• Aim of the task
What you return must be every line below that includes the word "KIILIÄISVUORENKATU".

====

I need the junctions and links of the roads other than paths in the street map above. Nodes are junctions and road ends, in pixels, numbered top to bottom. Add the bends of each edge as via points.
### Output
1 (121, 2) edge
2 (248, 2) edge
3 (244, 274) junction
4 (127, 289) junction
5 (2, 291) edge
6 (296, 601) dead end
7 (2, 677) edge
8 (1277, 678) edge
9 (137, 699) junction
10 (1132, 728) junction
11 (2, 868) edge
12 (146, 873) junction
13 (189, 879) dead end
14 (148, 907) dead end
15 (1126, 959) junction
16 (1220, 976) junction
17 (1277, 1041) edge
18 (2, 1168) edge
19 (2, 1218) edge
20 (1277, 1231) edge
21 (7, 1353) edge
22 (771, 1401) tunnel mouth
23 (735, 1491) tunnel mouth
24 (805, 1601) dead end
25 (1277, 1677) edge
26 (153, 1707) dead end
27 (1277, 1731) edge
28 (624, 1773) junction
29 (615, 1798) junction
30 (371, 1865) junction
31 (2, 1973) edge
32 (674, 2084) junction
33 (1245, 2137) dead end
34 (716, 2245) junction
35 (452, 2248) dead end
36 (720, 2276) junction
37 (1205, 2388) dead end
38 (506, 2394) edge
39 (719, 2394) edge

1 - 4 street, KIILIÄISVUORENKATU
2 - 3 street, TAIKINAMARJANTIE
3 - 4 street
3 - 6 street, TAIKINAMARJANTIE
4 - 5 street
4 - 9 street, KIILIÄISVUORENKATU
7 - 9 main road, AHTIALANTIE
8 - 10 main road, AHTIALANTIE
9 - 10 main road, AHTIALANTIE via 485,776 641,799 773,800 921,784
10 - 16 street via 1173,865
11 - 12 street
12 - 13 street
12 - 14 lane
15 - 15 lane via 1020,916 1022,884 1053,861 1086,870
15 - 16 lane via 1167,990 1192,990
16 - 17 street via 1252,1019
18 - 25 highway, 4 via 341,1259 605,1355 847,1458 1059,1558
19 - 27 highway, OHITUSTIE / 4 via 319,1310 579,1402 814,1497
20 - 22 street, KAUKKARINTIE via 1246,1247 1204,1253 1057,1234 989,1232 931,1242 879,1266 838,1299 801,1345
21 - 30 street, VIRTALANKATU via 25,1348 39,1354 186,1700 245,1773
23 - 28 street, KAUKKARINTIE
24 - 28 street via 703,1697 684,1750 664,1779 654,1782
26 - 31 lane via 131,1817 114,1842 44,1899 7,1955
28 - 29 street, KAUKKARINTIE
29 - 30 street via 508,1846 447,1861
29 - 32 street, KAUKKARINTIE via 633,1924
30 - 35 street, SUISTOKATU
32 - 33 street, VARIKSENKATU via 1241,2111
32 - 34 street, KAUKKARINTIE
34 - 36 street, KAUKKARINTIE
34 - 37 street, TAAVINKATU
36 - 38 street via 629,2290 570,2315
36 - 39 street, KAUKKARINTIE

====

• Task solution
1 - 4 street, KIILIÄISVUORENKATU
4 - 9 street, KIILIÄISVUORENKATU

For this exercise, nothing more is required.